The various embodiments described in the present invention may be combined to implement a corresponding technical solution. The steps of a method or algorithm described in connection with the embodiments disclosed herein may be embodied directly in hardware, in a software module executed by a processor, or in a combination of the two.
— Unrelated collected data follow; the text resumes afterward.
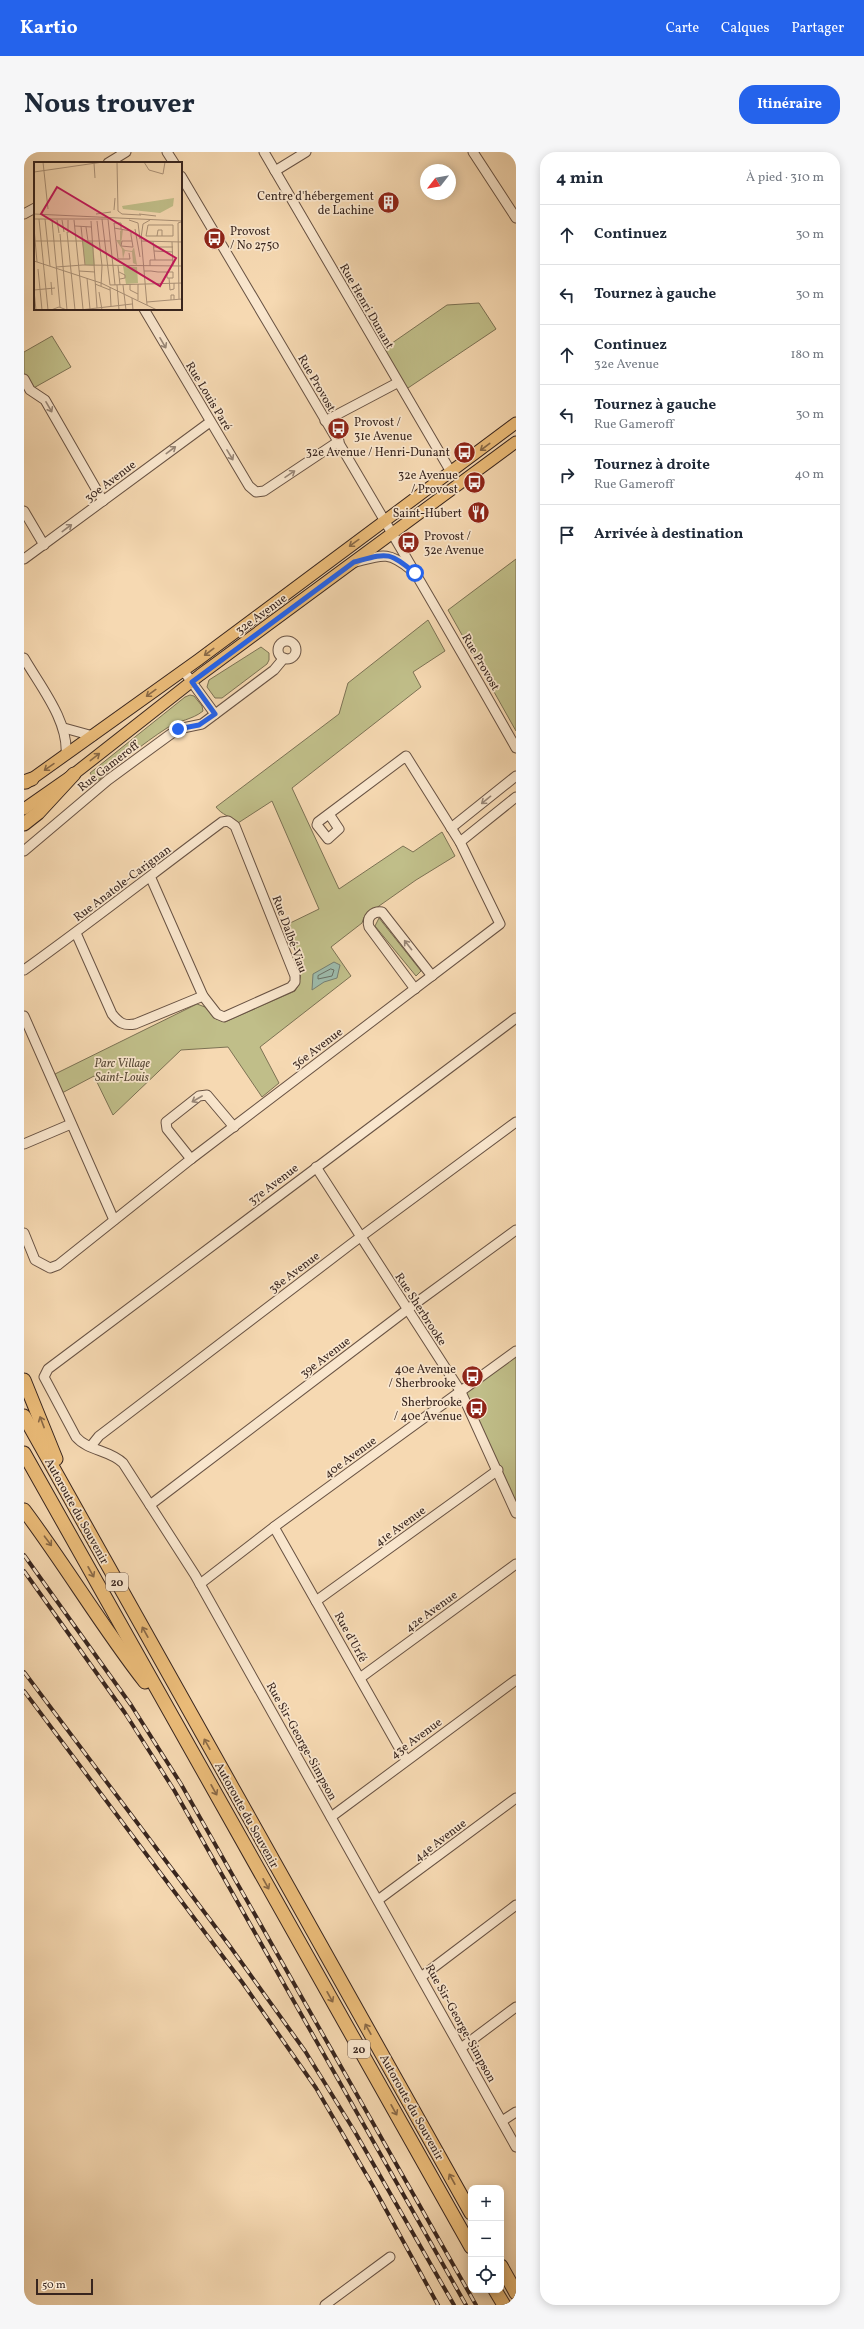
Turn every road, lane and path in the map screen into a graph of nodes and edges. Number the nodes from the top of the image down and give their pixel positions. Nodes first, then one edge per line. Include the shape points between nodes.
1 (126, 152) edge
2 (167, 152) edge
3 (264, 152) edge
4 (306, 152) edge
5 (473, 152) edge
6 (110, 162) edge
7 (173, 162) edge
8 (275, 171) junction
9 (182, 178) edge
10 (34, 209) edge
11 (24, 214) edge
12 (516, 218) edge
13 (145, 310) edge
14 (24, 379) edge
15 (397, 382) junction
16 (325, 421) junction
17 (210, 422) junction
18 (516, 423) edge
19 (339, 441) junction
20 (516, 442) edge
21 (451, 472) junction
22 (103, 501) junction
23 (24, 511) edge
24 (385, 520) junction
25 (393, 534) junction
26 (44, 545) junction
27 (24, 559) edge
28 (354, 562) junction
29 (415, 573) junction
30 (24, 658) edge
31 (284, 658) dead end
32 (183, 670) junction
33 (192, 682) junction
34 (215, 714) junction
35 (64, 728) junction
36 (93, 736) junction
37 (516, 748) edge
38 (66, 755) junction
39 (74, 774) junction
40 (516, 776) edge
41 (27, 782) edge
42 (516, 797) edge
43 (24, 809) edge
44 (329, 814) dead end
45 (24, 824) edge
46 (235, 826) joint
47 (451, 828) junction
48 (460, 842) junction
49 (24, 851) edge
50 (150, 876) junction
51 (76, 933) junction
52 (24, 970) edge
53 (432, 976) junction
54 (415, 989) junction
55 (203, 996) junction
56 (24, 1016) edge
57 (516, 1018) edge
58 (27, 1034) edge
59 (516, 1122) edge
60 (71, 1124) junction
61 (234, 1127) junction
62 (24, 1144) edge
63 (191, 1160) junction
64 (316, 1167) junction
65 (114, 1220) junction
66 (516, 1230) edge
67 (24, 1233) edge
68 (360, 1237) junction
69 (408, 1309) junction
70 (516, 1351) edge
71 (46, 1371) joint
72 (24, 1380) edge
73 (461, 1392) junction
74 (24, 1416) edge
75 (91, 1446) junction
76 (24, 1453) edge
77 (24, 1461) edge
78 (498, 1470) junction
79 (71, 1498) junction
80 (51, 1501) junction
81 (150, 1505) junction
82 (24, 1510) edge
83 (516, 1513) edge
84 (274, 1527) junction
85 (516, 1564) edge
86 (200, 1584) junction
87 (316, 1601) junction
88 (360, 1678) junction
89 (516, 1680) edge
90 (174, 1720) junction
91 (406, 1760) junction
92 (516, 1798) edge
93 (331, 1817) junction
94 (378, 1900) junction
95 (516, 1905) edge
96 (421, 1977) junction
97 (516, 2007) edge
98 (461, 2048) junction
99 (516, 2112) edge
100 (502, 2121) junction
101 (516, 2147) edge
102 (468, 2208) edge
103 (468, 2242) edge
104 (390, 2257) dead end
105 (504, 2271) edge
106 (497, 2293) edge
107 (516, 2293) edge
108 (325, 2305) edge
109 (504, 2305) edge

1 - 6 street
2 - 7 street
3 - 8 street, Rue Henri Dunant
4 - 8 street
5 - 12 street
8 - 15 street, Rue Henri Dunant
9 - 16 street, Rue Provost
10 - 11 street
13 -> 17 street, Rue Louis Paré
14 -> 22 street via 30,390 45,400
15 - 16 street
15 - 21 street, Rue Henri Dunant
16 - 19 street, Rue Provost
17 -> 19 street, Rue Louis Paré via 249,486 256,492 264,491
22 -> 17 street, 30e Avenue
18 -> 21 main road, 32e Avenue
19 - 24 street, Rue Provost
20 - 25 main road, 32e Avenue
21 - 24 main road, 32e Avenue
26 -> 22 street, 30e Avenue
23 - 26 street
24 - 25 street, Rue Provost
24 -> 32 main road, 32e Avenue
25 - 28 main road, 32e Avenue
25 - 29 street, Rue Provost
26 - 27 street, 30e Avenue
28 - 29 street via 391,555
28 - 33 main road, 32e Avenue
29 - 37 street, Rue Provost
30 - 35 street
31 - 34 street, Rue Gameroff via 274,670
32 - 33 street
32 -> 36 main road, 32e Avenue
33 - 34 street
39 -> 33 main road, 32e Avenue
34 - 49 street, Rue Gameroff via 199,725 178,729 168,736 108,780
35 - 36 street
35 - 38 street
36 - 38 main road, 32e Avenue
38 -> 41 main road, 32e Avenue
39 - 43 main road, 32e Avenue
39 - 45 highway via 38,813
40 -> 47 street
42 - 48 street
44 - 47 street, 36e Avenue via 406,756
46 - 50 street, Rue Anatole-Carignan via 222,822
46 - 55 street, Rue Dalbé-Viau via 295,976 295,982 291,987 224,1016 217,1014
47 - 48 street, 36e Avenue
48 - 53 street, 36e Avenue via 500,924
50 - 51 street, Rue Anatole-Carignan
50 - 55 street, Rue Dalbé-Viau
51 - 52 street, Rue Anatole-Carignan
51 - 55 street via 112,1014 118,1022 135,1024
53 - 54 street, 36e Avenue
53 -> 54 street via 382,912 376,911 369,916 369,927
54 - 61 street, 36e Avenue
56 - 58 street
57 - 64 street, 37e Avenue
58 - 60 street
59 - 68 street, 38e Avenue
60 - 62 street
60 - 65 street
61 - 63 street, 36e Avenue
61 -> 63 street via 207,1095 199,1096 166,1122 167,1129
63 - 65 street, 36e Avenue
64 - 68 street, Rue Sherbrooke
64 - 71 street, 37e Avenue
65 - 67 street, 36e Avenue via 50,1268 35,1260
66 - 69 street, 39e Avenue
68 - 69 street, Rue Sherbrooke
68 - 75 street, 38e Avenue via 99,1436
69 - 73 street, Rue Sherbrooke
69 - 81 street, 39e Avenue
70 - 73 street, 40e Avenue
71 - 75 street, Rue Sir-George-Simpson via 44,1378 75,1435 82,1443
79 -> 72 highway
73 - 78 street, Rue Sherbrooke
73 - 84 street, 40e Avenue
74 - 79 highway, Autoroute du Souvenir / 20
75 - 81 street, Rue Sir-George-Simpson via 113,1454 123,1463
76 - 80 highway, Autoroute du Souvenir / 20
77 - 80 highway
78 - 83 street, Rue Sherbrooke
78 - 87 street, 41e Avenue
102 -> 79 highway, Autoroute du Souvenir / 20
80 -> 90 highway, Autoroute du Souvenir / 20
81 - 86 street, Rue Sir-George-Simpson
82 -> 90 highway via 68,1569 116,1645
84 - 86 street, 40e Avenue
84 - 87 street, Rue d'Urfé
85 - 88 street, 42e Avenue
86 - 93 street, Rue Sir-George-Simpson
87 - 88 street, Rue d'Urfé
88 - 91 street, Rue d'Urfé
89 - 91 street, 43e Avenue
90 -> 103 highway, Autoroute du Souvenir / 20
91 - 93 street, 43e Avenue
92 - 94 street, 44e Avenue
93 - 94 street, Rue Sir-George-Simpson
94 - 96 street, Rue Sir-George-Simpson
95 - 96 street
96 - 98 street, Rue Sir-George-Simpson
97 - 98 street
98 - 100 street, Rue Sir-George-Simpson
99 - 100 street
100 - 101 street, Rue Sir-George-Simpson
104 - 108 street
105 - 107 highway
106 - 109 highway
A software module may reside in Random Access Memory (RAM), memory, read Only Memory (ROM), electrically programmable ROM, electrically erasable programmable ROM, registers, hard disk, a removable disk, a CD-ROM, or any other form of storage medium known in the art.

Claims

1. A computer CPU-GPU shared cache control method is applied to a CPU-GPU fusion architecture, and is characterized by comprising the following steps:

2. The method of claim 1, wherein the obtaining of the CPU and GPU memory allocation ratio set by the user is based on the ratio and C _n 、G _m To obtain C' _n 、G' _m The method specifically comprises the following steps:

C' _n ＝x*C _n ，G' _m ＝y*G _m 。

3. the method of claim 1, wherein the adjusting the last level cache shared by the CPU and the GPU according to the sorting result specifically comprises:

4. The method of claim 3, wherein the adjusting the last level cache comprises:

acquiring the number a1 of cores larger than a second threshold value and the number a2 of cores smaller than a first threshold value, if the a1 is larger than 0 and the a2 is larger than 0, distributing the last level cache corresponding to the a2 cores at the tail of the queue to the a1 cores at the head of the queue, if only the a1 is larger than 0, distributing the last level cache corresponding to the a1 cores at the tail of the queue to the a1 cores at the head of the queue, and if only the a2 is larger than 0, distributing the optimal level cache corresponding to the a2 cores at the tail of the queue to the a2 cores at the head of the queue.

5. The method of claim 1, wherein the CPU-GPU converged architecture refers to a CPU chip that integrates a GPU.

6. The method according to claim 1, wherein the obtaining of the CPU and GPU memory allocation ratio set by the user specifically comprises: and acquiring the memory allocated to the CPU and the memory allocated to the GPU from the BIOS, and calculating the memory allocation proportion of the CPU and the GPU according to the memory allocated to the CPU and the memory allocated to the GPU.

7. A computer CPU-GPU shared cache control system is applied to a CPU-GPU fusion architecture, and is characterized by comprising the following modules:

the first acquisition module is used for acquiring the utilization rate and the first-level cache miss rate of each core of the CPU, the utilization rate and the first-level cache miss rate of each core of the GPU;

8. The system of claim 7, wherein the obtaining of the user set CPU and GPU memory allocation ratio is based on the ratio and C _n 、G _m To obtain C' _n 、G' _m The method specifically comprises the following steps:

C' _n ＝x*C _n ，G' _m ＝y*G _m 。

9. a computer readable storage medium storing computer program instructions, which when executed by a processor implement the method of any one of claims 1-6.

10. An electronic device comprising a memory and a processor, wherein the memory is configured to store one or more computer program instructions, wherein the one or more computer program instructions are executed by the processor to implement the method of any of claims 1-6.